Stored data entries:
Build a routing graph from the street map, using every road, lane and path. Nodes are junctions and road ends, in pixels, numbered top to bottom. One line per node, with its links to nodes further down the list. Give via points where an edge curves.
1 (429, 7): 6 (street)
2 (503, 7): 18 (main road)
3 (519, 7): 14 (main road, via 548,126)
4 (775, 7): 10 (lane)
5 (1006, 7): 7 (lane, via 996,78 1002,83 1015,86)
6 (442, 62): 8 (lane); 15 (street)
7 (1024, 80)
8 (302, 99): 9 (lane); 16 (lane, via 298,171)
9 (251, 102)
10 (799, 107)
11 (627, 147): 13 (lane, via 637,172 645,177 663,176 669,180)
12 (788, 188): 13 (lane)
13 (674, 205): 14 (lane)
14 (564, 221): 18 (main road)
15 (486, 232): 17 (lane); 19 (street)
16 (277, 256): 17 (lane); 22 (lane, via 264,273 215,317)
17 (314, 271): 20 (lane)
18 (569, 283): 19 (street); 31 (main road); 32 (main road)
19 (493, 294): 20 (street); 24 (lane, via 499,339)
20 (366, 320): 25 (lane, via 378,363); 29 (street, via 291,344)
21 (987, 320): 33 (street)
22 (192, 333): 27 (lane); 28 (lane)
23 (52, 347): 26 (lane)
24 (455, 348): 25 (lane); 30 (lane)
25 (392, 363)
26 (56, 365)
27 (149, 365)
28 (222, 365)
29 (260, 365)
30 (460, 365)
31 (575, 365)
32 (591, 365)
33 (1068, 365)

What this task involves: Would you reproduce all of the data exactly, without a single alteration?

Task output:
Build a routing graph from the street map, using every road, lane and path. Nodes are junctions and road ends, in pixels, numbered top to bottom. One line per node, with its links to nodes further down the list. Give via points where an edge curves.
1 (429, 7): 6 (street)
2 (503, 7): 18 (main road)
3 (519, 7): 14 (main road, via 548,126)
4 (775, 7): 10 (lane)
5 (1006, 7): 7 (lane, via 996,78 1002,83 1015,86)
6 (442, 62): 8 (lane); 15 (street)
7 (1024, 80)
8 (302, 99): 9 (lane); 16 (lane, via 298,171)
9 (251, 102)
10 (799, 107)
11 (627, 147): 13 (lane, via 637,172 645,177 663,176 669,180)
12 (788, 188): 13 (lane)
13 (674, 205): 14 (lane)
14 (564, 221): 18 (main road)
15 (486, 232): 17 (lane); 19 (street)
16 (277, 256): 17 (lane); 22 (lane, via 264,273 215,317)
17 (314, 271): 20 (lane)
18 (569, 283): 19 (street); 31 (main road); 32 (main road)
19 (493, 294): 20 (street); 24 (lane, via 499,339)
20 (366, 320): 25 (lane, via 378,363); 29 (street, via 291,344)
21 (987, 320): 33 (street)
22 (192, 333): 27 (lane); 28 (lane)
23 (52, 347): 26 (lane)
24 (455, 348): 25 (lane); 30 (lane)
25 (392, 363)
26 (56, 365)
27 (149, 365)
28 (222, 365)
29 (260, 365)
30 (460, 365)
31 (575, 365)
32 (591, 365)
33 (1068, 365)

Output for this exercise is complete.